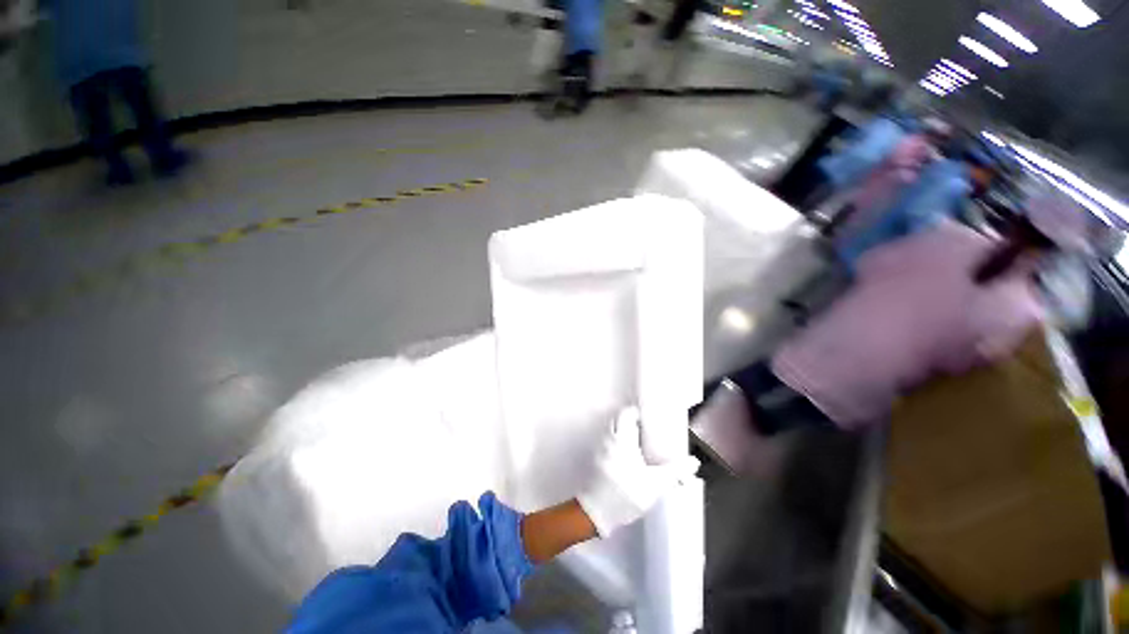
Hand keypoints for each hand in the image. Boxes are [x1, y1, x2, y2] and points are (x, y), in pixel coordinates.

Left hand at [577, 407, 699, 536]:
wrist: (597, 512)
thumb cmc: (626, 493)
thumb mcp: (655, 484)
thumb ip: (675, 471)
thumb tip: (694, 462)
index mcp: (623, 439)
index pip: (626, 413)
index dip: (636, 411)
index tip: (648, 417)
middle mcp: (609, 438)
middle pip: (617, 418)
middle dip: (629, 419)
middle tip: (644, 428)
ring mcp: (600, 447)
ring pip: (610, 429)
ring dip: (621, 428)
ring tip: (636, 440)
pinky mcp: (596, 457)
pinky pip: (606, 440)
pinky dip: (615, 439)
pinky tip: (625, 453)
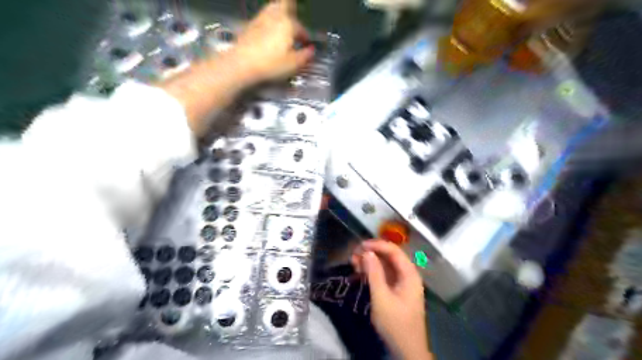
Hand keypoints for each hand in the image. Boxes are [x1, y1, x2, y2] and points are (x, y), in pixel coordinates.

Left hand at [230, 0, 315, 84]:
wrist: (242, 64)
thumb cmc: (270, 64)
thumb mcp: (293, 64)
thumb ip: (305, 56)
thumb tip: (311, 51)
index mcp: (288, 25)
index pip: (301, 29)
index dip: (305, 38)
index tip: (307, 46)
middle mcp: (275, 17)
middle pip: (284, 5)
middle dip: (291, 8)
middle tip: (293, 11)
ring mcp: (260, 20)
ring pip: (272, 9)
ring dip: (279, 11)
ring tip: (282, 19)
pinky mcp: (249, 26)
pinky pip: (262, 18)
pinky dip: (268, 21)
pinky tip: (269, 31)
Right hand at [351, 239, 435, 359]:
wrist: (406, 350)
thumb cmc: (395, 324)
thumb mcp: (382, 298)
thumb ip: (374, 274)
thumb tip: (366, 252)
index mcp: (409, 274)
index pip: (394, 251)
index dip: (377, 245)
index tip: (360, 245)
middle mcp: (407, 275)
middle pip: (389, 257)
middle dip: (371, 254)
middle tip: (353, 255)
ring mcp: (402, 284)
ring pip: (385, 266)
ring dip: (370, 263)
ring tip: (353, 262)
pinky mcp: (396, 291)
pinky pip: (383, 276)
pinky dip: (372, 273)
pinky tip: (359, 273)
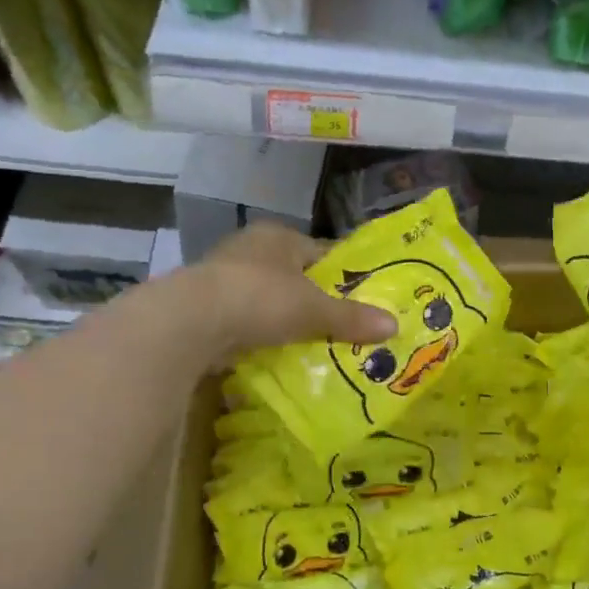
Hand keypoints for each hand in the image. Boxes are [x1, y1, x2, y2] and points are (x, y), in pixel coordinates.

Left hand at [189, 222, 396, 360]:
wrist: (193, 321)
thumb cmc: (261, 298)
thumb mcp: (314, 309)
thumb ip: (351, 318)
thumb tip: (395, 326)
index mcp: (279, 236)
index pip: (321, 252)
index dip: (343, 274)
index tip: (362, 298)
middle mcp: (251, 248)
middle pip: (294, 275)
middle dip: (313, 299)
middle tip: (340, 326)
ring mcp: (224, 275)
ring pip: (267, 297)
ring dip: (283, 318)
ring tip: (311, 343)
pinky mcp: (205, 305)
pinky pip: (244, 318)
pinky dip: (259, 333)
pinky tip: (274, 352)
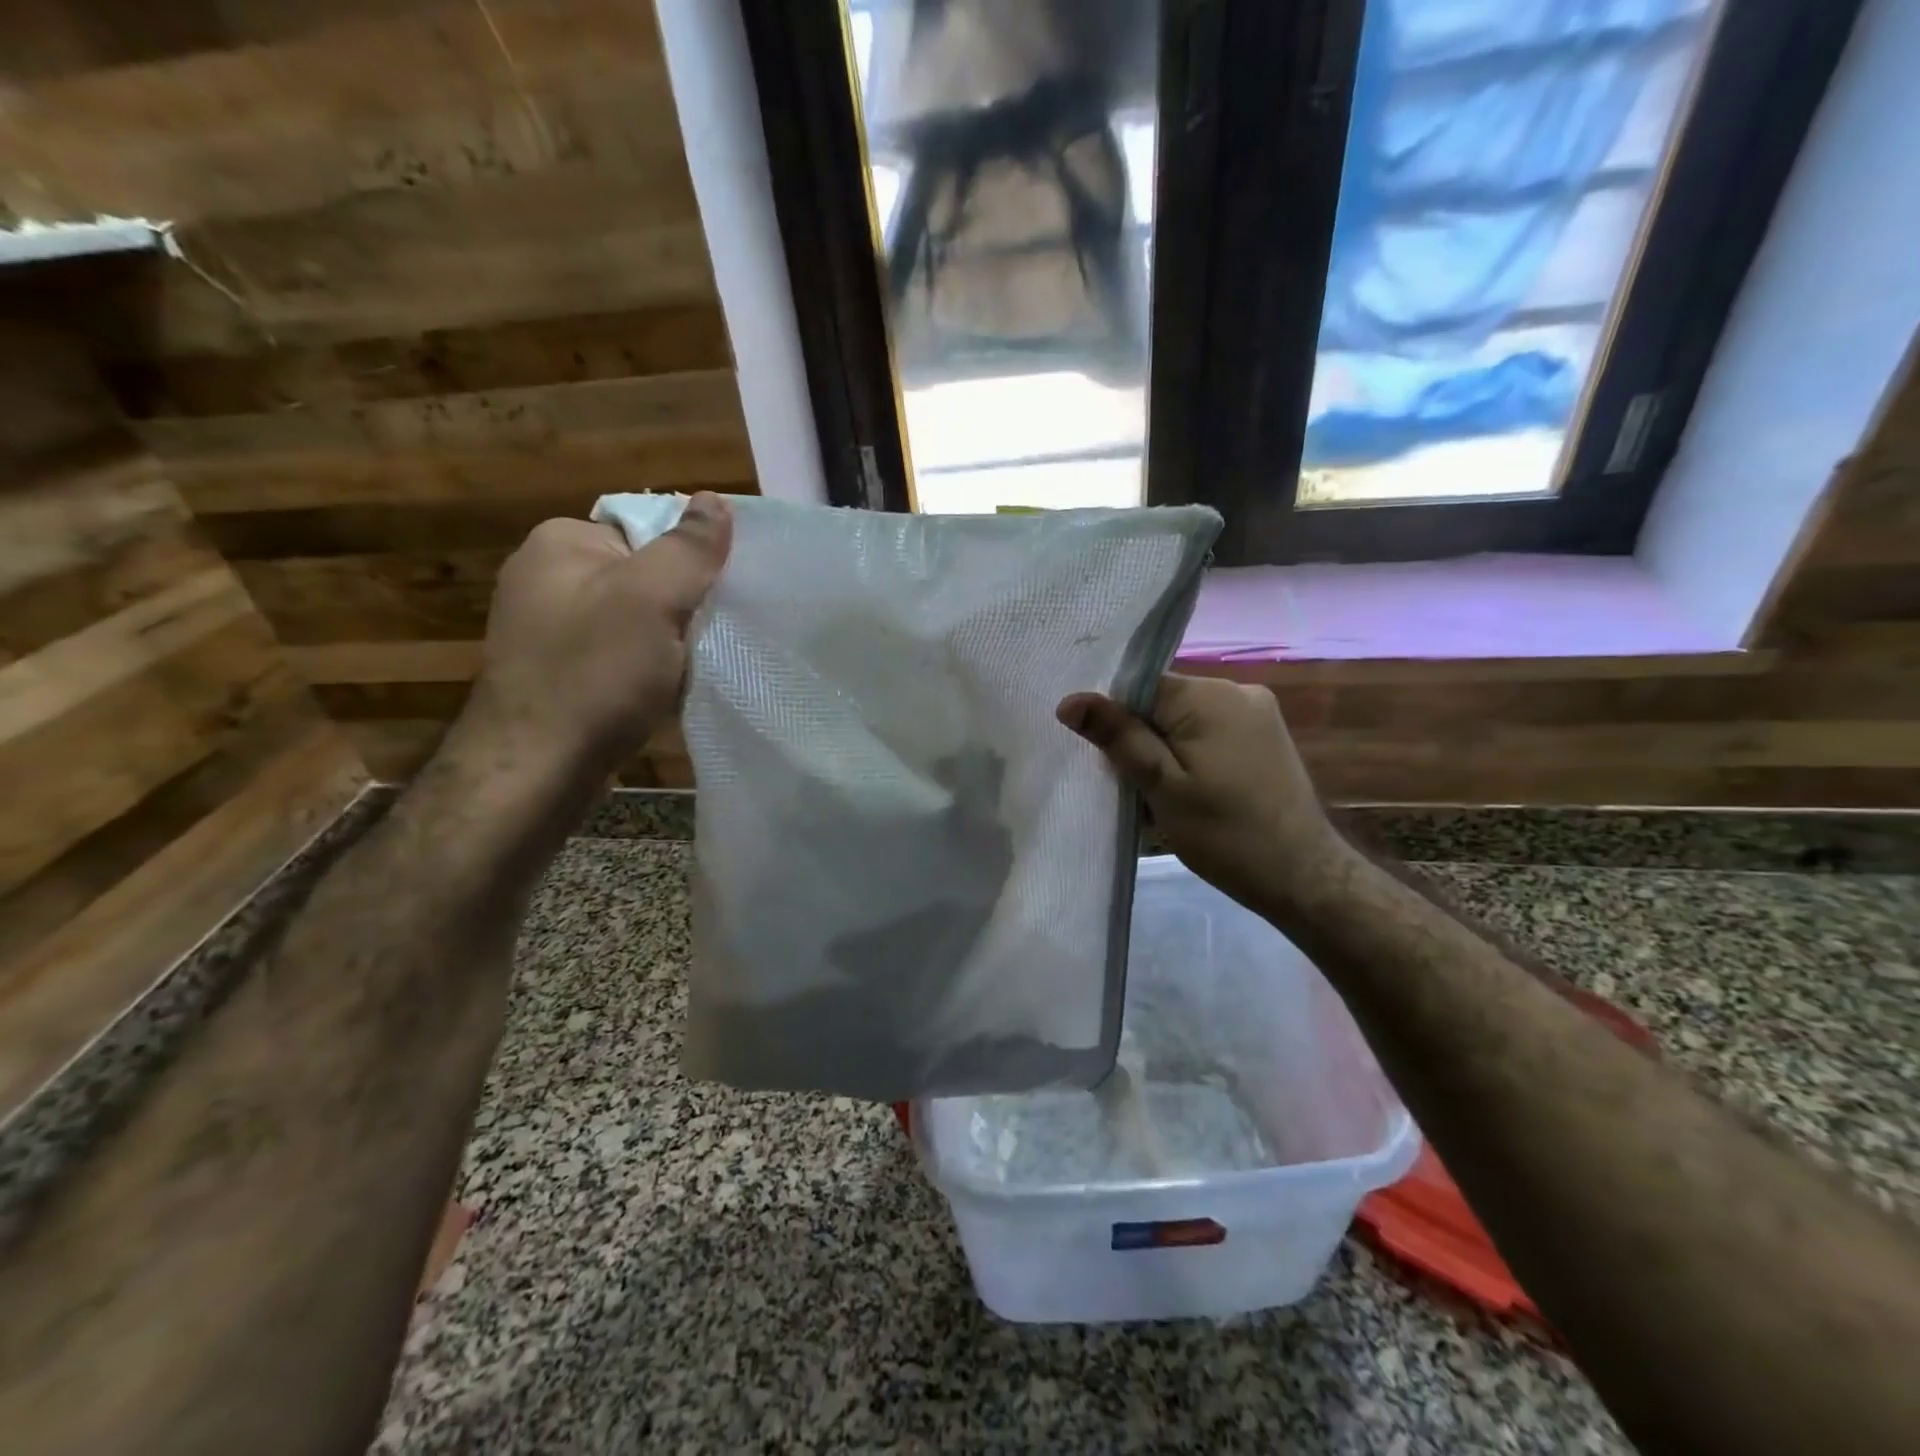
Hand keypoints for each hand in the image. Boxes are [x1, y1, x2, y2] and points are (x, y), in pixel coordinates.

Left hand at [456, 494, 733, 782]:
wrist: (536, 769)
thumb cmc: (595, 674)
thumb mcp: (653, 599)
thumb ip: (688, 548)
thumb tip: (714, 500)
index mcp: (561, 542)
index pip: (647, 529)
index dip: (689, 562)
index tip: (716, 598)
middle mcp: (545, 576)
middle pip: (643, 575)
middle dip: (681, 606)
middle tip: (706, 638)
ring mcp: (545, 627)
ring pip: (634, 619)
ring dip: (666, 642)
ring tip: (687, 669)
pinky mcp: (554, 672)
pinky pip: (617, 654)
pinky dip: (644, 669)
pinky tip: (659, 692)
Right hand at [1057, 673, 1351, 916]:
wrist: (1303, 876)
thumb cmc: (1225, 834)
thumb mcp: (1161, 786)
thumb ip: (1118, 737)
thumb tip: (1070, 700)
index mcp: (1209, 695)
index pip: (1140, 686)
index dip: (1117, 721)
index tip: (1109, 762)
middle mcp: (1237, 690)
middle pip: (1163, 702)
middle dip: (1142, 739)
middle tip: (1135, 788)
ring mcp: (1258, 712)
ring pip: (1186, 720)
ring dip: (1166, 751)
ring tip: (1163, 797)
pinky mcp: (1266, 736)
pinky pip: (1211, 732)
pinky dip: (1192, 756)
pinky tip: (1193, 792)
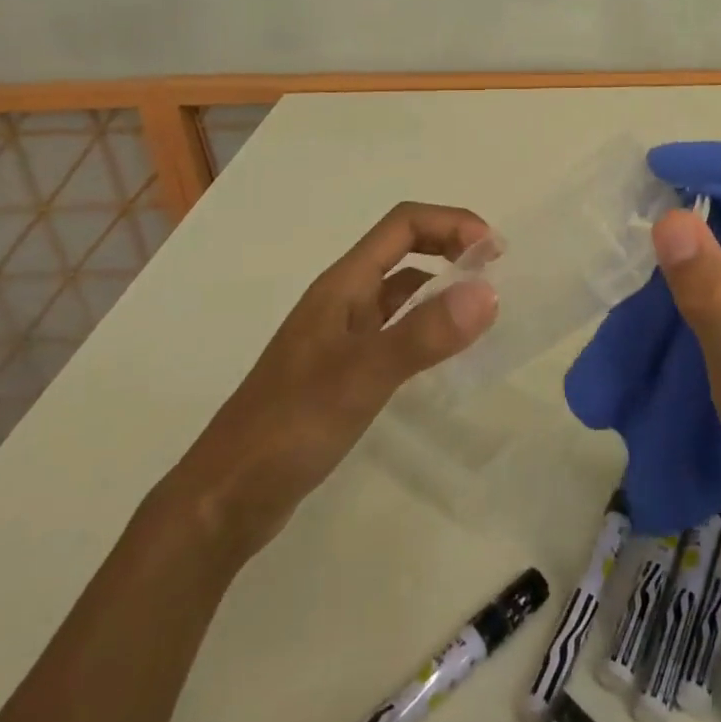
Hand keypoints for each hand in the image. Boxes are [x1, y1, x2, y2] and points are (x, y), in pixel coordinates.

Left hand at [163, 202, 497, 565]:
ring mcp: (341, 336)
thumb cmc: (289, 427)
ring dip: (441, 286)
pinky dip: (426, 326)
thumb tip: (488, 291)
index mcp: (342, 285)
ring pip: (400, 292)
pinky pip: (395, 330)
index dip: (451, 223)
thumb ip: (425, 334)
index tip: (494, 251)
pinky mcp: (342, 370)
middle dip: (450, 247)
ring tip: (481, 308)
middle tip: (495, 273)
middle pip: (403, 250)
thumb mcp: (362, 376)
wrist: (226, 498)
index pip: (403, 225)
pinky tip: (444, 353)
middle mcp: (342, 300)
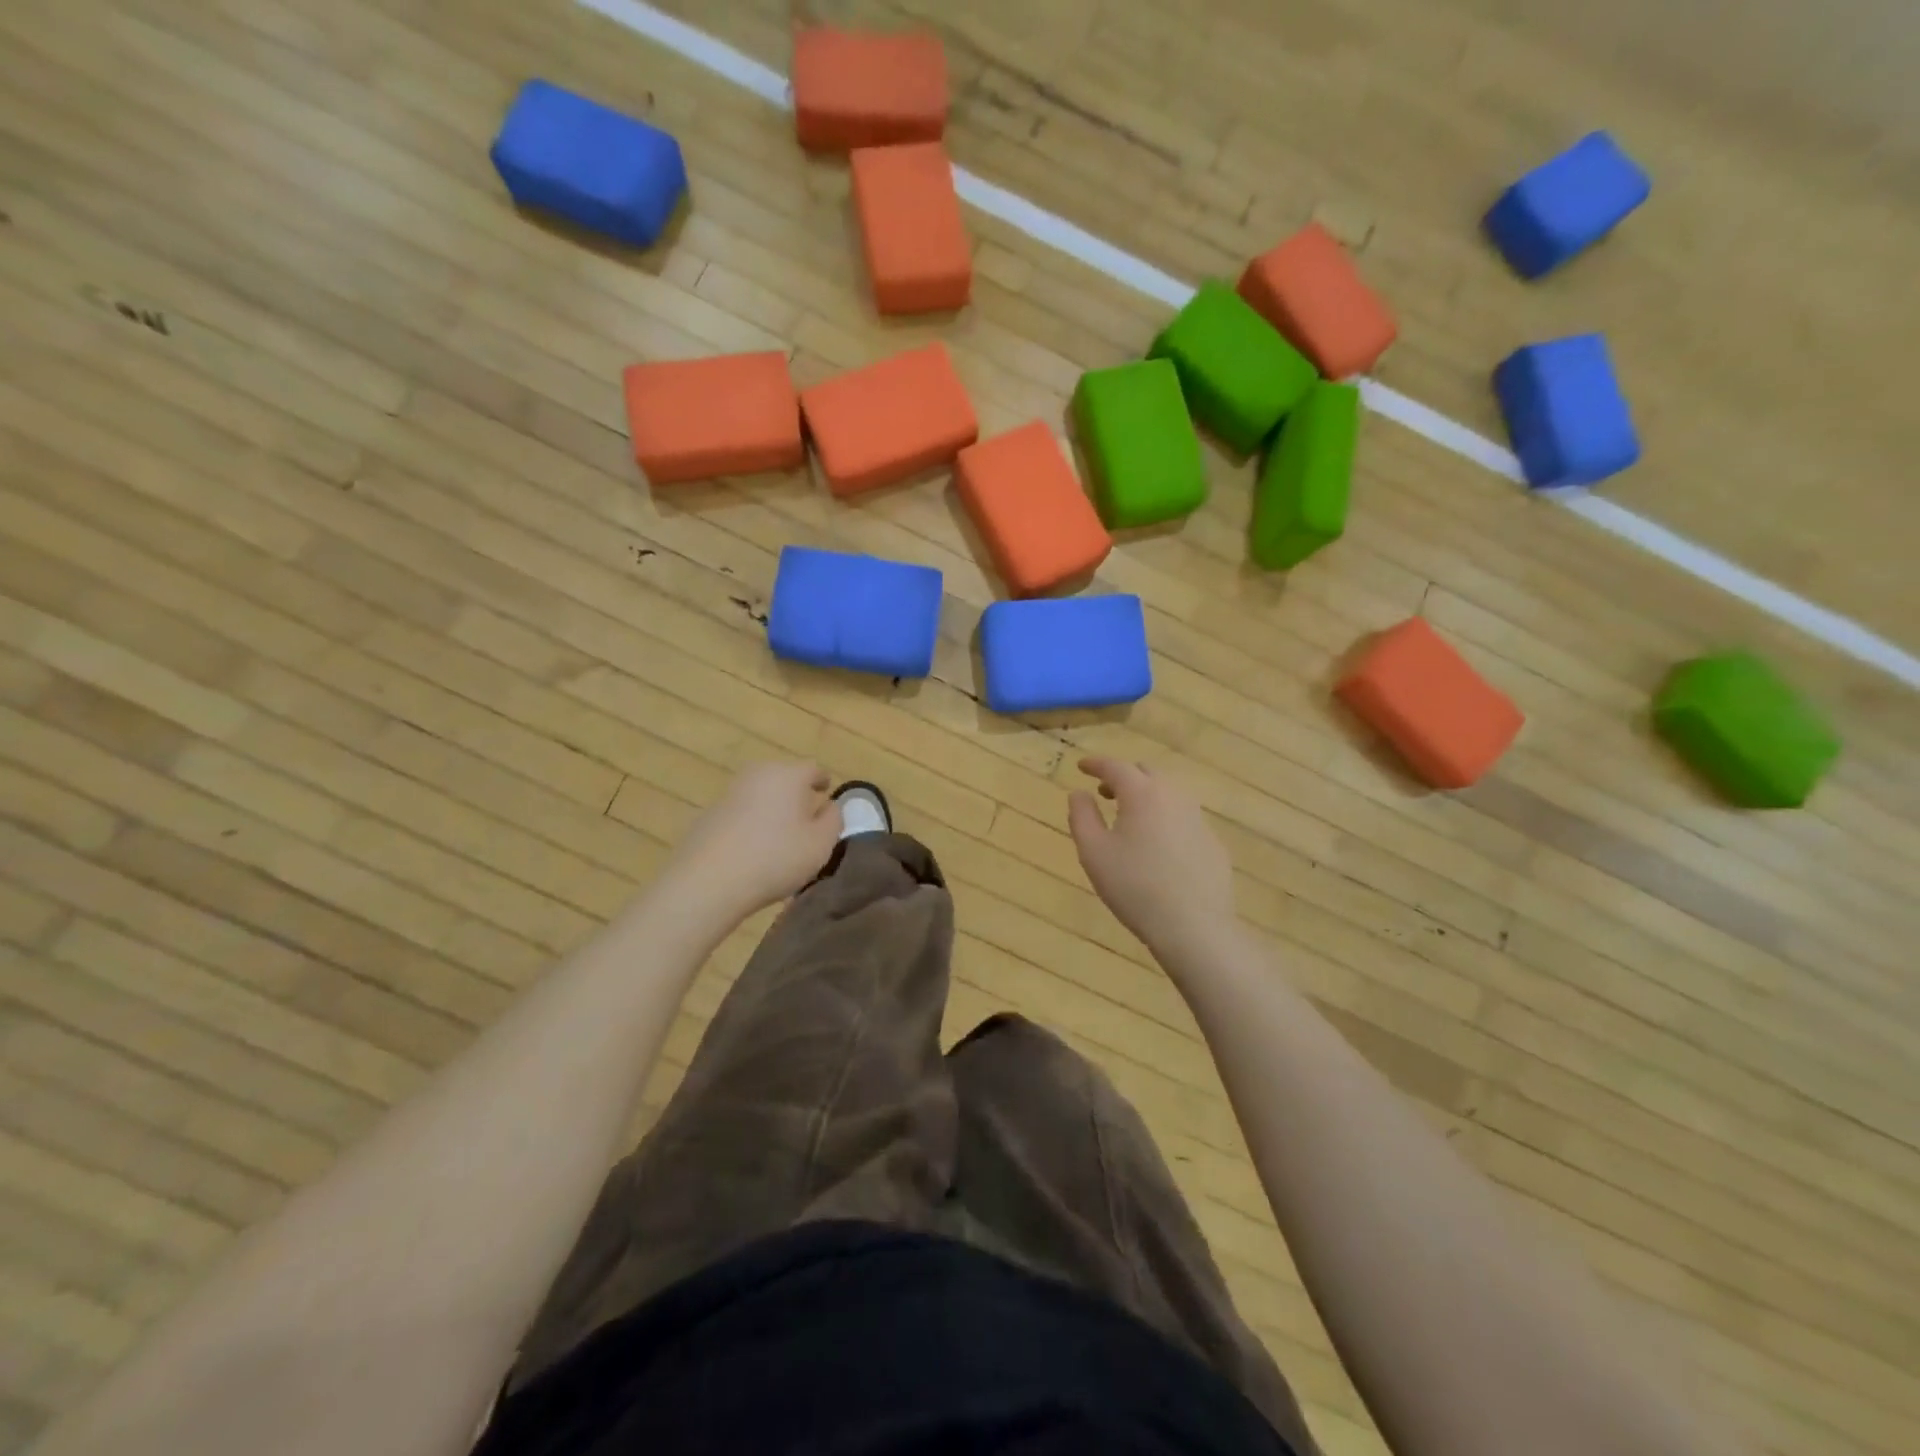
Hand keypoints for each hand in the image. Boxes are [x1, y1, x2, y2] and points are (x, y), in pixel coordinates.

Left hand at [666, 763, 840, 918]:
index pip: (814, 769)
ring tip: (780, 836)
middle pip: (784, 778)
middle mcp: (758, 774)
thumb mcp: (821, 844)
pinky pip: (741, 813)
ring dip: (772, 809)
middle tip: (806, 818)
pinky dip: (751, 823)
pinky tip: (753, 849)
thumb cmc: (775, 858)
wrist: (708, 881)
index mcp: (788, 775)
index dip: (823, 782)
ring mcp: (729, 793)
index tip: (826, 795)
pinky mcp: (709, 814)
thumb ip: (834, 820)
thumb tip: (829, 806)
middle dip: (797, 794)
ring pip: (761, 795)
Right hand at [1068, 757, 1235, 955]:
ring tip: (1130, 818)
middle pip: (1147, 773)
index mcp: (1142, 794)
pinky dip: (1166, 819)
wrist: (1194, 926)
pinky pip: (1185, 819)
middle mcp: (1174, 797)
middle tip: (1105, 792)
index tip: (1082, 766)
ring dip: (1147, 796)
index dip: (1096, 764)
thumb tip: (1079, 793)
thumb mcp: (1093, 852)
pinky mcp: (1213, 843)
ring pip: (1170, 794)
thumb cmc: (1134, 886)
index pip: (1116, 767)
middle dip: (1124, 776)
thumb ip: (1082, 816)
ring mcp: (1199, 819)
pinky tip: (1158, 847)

# # # # #

> [Task]:
Each line in the material above that mentions the word "wrist" must be copied.

> [Exercise solution]:
wrist: (597, 512)
wrist: (242, 64)
wrist: (406, 350)
wrist: (193, 321)
wrist: (536, 769)
wrist: (1303, 876)
wrist: (226, 498)
wrist: (708, 881)
wrist: (1194, 926)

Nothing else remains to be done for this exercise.